Chapter Two — “Do you always stare when I sweat, old man?”

The training tent was too warm.

Canvas walls trapped the heat from the morning sun, the scent of sweat and steel hanging thick in the air. Kael moved through a familiar drill, bare to the waist, blade in hand. Every motion fluid. Precise. Efficient.

He didn’t need to think about the forms anymore. His body remembered them better than it remembered sleep.

He heard the footsteps before he saw the shadow.

Ilyan.

Of course.

The prince stood just inside the tent flap, sweat already clinging to the collar of his linen shirt, hair a damp mess, eyes hungry for something he hadn’t yet admitted he wanted.

Kael didn’t stop moving.

Didn’t greet him.

Didn’t acknowledge him at all.

Until—

“Do you always stare when I sweat, old man?”

Kael finished his form with a sharp twist, blade lowering.

He turned.

Slowly.

“You came here to provoke me.”

“I came here to train.”

“You’re not holding a sword.”

Ilyan stepped further into the tent. The flap swung shut behind him, casting the interior in dim orange light. Only the two of them now.
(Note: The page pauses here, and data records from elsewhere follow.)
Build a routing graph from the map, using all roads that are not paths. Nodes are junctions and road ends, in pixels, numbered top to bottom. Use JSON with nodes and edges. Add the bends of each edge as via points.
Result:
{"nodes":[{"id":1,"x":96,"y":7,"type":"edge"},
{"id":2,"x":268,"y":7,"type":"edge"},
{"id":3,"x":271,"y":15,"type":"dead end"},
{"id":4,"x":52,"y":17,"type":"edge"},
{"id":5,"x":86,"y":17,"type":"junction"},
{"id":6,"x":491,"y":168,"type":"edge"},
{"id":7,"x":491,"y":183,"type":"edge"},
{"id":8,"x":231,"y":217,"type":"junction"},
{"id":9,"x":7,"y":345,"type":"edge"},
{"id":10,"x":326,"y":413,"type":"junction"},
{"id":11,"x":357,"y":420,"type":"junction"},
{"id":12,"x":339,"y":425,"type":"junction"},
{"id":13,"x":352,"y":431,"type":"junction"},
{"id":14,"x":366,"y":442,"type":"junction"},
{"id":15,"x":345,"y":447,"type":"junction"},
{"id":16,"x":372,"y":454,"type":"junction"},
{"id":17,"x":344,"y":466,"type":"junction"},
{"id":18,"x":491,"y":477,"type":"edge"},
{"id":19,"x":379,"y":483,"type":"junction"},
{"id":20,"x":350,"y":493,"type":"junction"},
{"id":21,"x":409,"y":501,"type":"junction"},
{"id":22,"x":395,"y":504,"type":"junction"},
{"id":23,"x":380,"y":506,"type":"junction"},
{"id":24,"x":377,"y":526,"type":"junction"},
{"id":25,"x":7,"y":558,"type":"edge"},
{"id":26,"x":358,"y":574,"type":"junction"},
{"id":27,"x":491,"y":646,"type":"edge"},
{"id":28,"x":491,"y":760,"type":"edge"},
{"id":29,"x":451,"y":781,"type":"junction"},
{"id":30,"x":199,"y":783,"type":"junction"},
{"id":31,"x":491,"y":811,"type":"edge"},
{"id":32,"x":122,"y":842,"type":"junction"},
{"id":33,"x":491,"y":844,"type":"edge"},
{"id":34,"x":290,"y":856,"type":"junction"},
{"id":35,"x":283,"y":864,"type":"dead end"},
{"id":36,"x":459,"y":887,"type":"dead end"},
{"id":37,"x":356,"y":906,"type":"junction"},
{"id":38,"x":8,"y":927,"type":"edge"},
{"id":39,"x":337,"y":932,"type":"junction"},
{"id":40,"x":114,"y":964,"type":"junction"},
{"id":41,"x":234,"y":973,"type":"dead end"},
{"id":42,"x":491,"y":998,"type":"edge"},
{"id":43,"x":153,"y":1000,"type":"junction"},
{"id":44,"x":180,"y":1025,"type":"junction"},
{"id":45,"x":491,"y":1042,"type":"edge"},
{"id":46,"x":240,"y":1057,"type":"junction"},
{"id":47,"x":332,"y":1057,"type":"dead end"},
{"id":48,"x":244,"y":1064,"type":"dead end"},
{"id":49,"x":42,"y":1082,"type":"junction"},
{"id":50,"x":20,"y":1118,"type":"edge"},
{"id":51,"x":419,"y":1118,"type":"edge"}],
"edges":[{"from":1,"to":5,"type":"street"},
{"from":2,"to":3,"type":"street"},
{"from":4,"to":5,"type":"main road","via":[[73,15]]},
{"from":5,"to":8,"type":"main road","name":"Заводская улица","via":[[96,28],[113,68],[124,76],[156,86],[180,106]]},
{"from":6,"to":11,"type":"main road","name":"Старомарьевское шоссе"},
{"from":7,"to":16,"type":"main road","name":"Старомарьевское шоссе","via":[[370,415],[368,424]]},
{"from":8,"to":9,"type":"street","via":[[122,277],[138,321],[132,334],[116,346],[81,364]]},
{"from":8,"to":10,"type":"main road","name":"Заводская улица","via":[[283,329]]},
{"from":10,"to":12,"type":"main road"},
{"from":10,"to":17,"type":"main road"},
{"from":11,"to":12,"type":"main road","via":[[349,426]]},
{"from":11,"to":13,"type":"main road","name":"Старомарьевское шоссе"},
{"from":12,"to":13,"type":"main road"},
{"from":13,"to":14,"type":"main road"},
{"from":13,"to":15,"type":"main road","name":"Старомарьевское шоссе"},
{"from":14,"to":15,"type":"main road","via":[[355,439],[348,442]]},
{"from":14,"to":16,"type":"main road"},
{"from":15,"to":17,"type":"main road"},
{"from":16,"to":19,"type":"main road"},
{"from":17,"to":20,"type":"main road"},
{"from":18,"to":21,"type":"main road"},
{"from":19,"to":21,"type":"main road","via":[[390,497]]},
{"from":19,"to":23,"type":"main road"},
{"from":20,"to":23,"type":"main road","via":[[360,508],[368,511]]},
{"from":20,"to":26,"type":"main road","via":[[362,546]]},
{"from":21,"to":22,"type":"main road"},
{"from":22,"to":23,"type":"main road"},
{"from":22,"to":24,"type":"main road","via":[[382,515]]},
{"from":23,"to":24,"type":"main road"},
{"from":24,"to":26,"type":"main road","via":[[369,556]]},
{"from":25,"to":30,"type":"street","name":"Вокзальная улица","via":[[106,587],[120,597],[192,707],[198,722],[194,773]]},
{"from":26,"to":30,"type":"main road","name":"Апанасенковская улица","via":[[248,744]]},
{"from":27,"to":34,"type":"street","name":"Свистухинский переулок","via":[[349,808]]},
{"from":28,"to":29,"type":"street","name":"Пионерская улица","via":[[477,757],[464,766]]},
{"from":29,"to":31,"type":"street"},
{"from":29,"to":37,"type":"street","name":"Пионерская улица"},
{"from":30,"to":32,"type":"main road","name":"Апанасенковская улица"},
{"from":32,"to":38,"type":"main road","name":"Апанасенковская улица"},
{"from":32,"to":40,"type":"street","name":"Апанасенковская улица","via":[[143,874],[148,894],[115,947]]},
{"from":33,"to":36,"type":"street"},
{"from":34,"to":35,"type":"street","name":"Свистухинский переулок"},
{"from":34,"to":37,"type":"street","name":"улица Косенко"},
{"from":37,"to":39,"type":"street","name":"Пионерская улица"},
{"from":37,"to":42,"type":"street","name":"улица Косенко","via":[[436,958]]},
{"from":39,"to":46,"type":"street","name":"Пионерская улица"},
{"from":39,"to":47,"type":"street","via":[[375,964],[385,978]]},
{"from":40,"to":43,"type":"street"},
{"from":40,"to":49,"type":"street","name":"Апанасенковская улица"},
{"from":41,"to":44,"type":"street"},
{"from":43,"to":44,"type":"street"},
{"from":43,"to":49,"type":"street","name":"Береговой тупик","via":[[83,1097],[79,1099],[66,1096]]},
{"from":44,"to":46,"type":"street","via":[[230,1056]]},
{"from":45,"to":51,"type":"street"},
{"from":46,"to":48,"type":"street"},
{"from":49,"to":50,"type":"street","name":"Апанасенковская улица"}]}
No witnesses. No guards. No court expectations.

“I don’t need a sword to beat you.”

Kael’s eyes narrowed. “Then by all means. Try.”

Ilyan lunged without warning.

Not with technique—just momentum. Kael caught him with ease, turned his weight, and slammed him flat onto the padded floor with a loud thud that rattled the support poles.

Ilyan grunted. “Fuck—”

Kael straddled his hips before he could rise. Sword tossed aside. Hands flat on Ilyan’s chest.

“You done?”

Ilyan didn’t answer.

Just stared up at him—sweat sliding down his cheek, pupils blown wide. His hands clenched in the fabric of Kael’s pants. Kael’s thighs pressed to the outside of his.

The silence grew thick.

Kael didn’t move.

And neither did Ilyan.

“Are you going to get off me?” the prince asked, breath uneven.

Kael leaned in. Not far.

Just enough that Ilyan could feel the warmth of his breath against his jaw.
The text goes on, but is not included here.